### Entries provided
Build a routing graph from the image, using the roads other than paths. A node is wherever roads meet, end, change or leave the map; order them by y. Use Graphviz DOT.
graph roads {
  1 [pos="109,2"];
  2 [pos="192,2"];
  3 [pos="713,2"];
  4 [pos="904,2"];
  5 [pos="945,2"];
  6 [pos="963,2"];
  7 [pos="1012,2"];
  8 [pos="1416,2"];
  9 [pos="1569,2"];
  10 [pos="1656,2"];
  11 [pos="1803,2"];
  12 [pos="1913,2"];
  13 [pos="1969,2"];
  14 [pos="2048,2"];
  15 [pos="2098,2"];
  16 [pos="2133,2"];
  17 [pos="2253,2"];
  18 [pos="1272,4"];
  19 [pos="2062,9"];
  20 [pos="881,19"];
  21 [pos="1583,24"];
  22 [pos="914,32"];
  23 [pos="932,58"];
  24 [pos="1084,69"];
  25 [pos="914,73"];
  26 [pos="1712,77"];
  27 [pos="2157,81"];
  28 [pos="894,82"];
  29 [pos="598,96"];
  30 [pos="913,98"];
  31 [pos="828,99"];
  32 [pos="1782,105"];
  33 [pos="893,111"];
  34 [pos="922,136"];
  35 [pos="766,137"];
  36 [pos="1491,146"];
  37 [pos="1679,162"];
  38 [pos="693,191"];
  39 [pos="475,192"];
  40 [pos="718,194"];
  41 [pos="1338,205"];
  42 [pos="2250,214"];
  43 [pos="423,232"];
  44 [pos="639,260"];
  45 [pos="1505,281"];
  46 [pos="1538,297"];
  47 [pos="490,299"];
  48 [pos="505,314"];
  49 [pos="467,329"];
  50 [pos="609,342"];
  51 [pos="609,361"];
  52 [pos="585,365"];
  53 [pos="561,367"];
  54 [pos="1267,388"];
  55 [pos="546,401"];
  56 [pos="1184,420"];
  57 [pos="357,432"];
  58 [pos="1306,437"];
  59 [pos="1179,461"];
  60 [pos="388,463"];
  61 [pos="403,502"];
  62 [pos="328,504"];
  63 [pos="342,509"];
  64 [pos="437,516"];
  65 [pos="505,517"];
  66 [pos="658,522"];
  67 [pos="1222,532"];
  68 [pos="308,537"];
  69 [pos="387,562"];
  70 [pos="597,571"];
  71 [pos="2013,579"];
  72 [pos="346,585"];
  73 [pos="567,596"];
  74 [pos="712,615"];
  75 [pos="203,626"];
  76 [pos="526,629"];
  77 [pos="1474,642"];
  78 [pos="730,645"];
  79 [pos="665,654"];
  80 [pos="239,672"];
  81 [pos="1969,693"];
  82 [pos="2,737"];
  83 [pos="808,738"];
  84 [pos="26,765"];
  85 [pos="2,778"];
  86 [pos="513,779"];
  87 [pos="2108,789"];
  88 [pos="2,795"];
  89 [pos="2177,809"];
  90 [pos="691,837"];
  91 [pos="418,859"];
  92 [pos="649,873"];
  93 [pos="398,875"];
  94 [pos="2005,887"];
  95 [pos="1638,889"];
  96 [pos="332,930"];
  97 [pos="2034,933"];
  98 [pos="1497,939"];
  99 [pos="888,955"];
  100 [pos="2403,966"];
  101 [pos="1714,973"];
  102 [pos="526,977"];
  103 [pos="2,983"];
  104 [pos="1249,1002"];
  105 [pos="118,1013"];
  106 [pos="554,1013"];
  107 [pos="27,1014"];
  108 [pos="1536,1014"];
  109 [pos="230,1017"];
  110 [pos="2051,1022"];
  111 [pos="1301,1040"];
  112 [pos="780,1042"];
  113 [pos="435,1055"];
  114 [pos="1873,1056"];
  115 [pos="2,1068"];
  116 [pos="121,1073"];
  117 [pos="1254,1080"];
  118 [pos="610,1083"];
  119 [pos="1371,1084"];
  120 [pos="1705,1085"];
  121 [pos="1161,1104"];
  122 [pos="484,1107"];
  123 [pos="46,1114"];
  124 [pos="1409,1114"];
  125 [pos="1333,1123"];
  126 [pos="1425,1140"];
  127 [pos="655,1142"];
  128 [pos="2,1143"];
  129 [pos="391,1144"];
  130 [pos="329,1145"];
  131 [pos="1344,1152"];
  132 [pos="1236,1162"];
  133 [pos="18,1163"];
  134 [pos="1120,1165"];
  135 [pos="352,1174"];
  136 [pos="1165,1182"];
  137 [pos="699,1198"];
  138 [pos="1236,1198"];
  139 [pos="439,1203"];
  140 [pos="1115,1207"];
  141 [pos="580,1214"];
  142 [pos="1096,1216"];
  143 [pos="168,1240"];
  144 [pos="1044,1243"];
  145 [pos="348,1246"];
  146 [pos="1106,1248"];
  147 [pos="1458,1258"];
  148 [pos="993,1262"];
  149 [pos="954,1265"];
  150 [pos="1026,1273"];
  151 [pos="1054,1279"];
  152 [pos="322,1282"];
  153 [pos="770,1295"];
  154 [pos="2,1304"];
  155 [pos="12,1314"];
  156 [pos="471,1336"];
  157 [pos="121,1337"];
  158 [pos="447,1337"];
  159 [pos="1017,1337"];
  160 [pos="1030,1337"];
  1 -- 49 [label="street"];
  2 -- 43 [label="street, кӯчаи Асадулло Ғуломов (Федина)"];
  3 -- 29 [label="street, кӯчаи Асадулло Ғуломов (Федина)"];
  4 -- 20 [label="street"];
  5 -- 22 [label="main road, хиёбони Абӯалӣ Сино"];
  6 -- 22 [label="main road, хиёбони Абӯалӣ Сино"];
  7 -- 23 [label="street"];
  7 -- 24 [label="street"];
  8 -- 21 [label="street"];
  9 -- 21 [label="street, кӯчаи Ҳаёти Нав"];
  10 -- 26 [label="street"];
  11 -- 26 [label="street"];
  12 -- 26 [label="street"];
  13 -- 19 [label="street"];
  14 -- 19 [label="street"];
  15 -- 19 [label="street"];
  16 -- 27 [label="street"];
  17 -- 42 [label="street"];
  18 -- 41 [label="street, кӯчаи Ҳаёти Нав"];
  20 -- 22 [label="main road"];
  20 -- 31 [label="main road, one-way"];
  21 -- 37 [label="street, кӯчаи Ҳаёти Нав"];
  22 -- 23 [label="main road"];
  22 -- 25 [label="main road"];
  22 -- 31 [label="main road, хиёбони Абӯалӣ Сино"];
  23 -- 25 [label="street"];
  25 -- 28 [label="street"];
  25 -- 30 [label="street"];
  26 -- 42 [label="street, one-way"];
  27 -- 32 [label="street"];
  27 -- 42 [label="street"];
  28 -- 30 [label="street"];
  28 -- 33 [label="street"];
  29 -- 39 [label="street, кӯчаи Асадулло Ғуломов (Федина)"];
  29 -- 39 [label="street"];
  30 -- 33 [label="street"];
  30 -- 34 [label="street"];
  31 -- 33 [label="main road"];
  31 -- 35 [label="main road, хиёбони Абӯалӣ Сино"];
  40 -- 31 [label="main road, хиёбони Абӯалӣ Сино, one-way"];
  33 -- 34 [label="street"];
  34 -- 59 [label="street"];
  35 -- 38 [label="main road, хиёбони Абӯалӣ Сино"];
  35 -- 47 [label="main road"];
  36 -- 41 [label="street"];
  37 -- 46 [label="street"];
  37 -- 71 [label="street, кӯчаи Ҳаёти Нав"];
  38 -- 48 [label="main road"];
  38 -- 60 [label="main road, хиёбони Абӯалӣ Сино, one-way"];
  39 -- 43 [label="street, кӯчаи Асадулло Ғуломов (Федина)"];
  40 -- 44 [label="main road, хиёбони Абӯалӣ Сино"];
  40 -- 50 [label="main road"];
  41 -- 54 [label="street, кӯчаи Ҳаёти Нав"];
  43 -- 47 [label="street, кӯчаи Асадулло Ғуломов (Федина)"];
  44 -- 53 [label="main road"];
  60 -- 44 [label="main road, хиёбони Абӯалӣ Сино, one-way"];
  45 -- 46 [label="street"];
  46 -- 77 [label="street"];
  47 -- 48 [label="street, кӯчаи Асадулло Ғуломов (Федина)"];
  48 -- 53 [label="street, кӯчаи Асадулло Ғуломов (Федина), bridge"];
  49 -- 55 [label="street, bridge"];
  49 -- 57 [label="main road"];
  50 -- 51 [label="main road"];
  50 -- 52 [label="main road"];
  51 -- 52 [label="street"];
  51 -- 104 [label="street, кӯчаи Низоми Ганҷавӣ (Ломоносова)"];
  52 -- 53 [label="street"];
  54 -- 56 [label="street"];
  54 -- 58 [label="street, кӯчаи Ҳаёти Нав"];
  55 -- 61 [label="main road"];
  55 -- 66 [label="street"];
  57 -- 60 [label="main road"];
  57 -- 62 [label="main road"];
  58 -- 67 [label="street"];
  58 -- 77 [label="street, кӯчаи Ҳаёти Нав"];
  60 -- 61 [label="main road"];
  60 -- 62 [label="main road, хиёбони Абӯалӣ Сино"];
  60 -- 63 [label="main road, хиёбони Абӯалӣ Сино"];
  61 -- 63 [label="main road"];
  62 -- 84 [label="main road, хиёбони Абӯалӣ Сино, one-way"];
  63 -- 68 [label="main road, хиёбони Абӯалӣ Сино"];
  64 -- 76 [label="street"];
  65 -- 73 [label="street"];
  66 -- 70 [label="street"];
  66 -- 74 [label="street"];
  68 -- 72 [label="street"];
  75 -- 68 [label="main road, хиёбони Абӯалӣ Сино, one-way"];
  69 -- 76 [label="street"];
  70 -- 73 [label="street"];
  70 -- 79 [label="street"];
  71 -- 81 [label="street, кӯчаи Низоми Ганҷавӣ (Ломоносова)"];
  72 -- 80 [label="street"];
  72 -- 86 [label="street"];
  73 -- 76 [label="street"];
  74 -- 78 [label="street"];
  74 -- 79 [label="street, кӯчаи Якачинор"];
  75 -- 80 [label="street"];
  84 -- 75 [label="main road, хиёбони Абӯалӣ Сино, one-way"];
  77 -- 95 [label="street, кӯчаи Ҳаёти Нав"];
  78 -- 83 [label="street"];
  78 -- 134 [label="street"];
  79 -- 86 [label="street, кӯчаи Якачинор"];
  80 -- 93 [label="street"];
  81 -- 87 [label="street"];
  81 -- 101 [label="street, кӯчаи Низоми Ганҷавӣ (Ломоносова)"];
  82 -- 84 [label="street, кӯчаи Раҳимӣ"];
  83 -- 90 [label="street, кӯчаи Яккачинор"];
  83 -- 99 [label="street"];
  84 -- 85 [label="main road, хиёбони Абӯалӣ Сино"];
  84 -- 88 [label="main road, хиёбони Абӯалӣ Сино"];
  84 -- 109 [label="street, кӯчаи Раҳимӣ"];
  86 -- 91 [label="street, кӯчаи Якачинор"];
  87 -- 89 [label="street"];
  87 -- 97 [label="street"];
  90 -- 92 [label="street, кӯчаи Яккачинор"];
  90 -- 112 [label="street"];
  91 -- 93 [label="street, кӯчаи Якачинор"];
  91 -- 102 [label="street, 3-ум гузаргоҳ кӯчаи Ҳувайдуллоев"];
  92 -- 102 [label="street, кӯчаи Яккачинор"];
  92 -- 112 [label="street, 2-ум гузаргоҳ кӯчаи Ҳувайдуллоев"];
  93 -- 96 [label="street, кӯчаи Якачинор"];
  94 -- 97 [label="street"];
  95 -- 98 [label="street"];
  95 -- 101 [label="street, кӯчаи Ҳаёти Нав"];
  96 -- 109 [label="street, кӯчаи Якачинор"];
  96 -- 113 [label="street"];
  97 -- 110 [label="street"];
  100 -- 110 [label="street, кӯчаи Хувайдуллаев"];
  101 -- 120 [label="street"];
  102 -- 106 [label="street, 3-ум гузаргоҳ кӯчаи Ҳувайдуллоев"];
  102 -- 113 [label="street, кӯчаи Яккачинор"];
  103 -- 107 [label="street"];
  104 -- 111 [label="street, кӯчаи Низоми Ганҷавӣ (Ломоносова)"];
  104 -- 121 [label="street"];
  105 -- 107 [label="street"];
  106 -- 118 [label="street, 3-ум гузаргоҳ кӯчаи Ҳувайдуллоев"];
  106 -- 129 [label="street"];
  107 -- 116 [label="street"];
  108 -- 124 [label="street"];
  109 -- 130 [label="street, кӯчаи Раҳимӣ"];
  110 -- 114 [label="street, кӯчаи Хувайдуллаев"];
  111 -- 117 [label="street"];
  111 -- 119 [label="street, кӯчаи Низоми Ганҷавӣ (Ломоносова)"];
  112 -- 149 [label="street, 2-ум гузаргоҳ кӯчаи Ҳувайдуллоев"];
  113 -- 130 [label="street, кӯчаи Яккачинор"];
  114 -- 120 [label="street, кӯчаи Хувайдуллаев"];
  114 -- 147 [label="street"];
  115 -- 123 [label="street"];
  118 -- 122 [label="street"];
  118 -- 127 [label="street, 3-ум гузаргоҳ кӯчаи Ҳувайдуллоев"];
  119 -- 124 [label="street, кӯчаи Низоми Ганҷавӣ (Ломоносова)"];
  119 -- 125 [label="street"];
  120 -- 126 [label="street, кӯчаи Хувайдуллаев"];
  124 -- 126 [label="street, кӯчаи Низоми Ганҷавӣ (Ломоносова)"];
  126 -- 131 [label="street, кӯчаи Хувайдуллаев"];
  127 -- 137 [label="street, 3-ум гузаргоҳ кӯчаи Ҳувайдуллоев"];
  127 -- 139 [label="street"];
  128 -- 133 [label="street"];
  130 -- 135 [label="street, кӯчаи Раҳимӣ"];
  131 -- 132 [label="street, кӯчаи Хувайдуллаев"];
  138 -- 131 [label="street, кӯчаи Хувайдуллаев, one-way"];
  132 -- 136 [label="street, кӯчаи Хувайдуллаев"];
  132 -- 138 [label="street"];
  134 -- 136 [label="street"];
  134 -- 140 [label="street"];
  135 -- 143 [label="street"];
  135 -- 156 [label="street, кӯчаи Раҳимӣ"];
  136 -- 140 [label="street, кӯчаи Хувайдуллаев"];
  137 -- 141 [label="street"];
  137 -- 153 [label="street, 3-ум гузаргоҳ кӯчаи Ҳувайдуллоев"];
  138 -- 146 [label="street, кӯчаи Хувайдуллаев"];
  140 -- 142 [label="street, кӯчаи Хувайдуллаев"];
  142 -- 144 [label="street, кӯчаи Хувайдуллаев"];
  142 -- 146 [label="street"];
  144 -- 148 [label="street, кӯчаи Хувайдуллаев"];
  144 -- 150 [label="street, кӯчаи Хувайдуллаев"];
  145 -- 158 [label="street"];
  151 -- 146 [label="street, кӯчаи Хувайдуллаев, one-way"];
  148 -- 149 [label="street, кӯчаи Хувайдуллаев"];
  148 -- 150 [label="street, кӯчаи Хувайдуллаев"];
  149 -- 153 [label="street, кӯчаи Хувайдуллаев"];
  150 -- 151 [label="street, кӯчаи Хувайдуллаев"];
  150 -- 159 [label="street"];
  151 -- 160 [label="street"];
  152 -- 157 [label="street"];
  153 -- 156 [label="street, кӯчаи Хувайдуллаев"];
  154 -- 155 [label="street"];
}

### Task to carry out
Once the lines above that include "гузаргоҳ" are counted, report the number and nothing else.

### Output of the task
8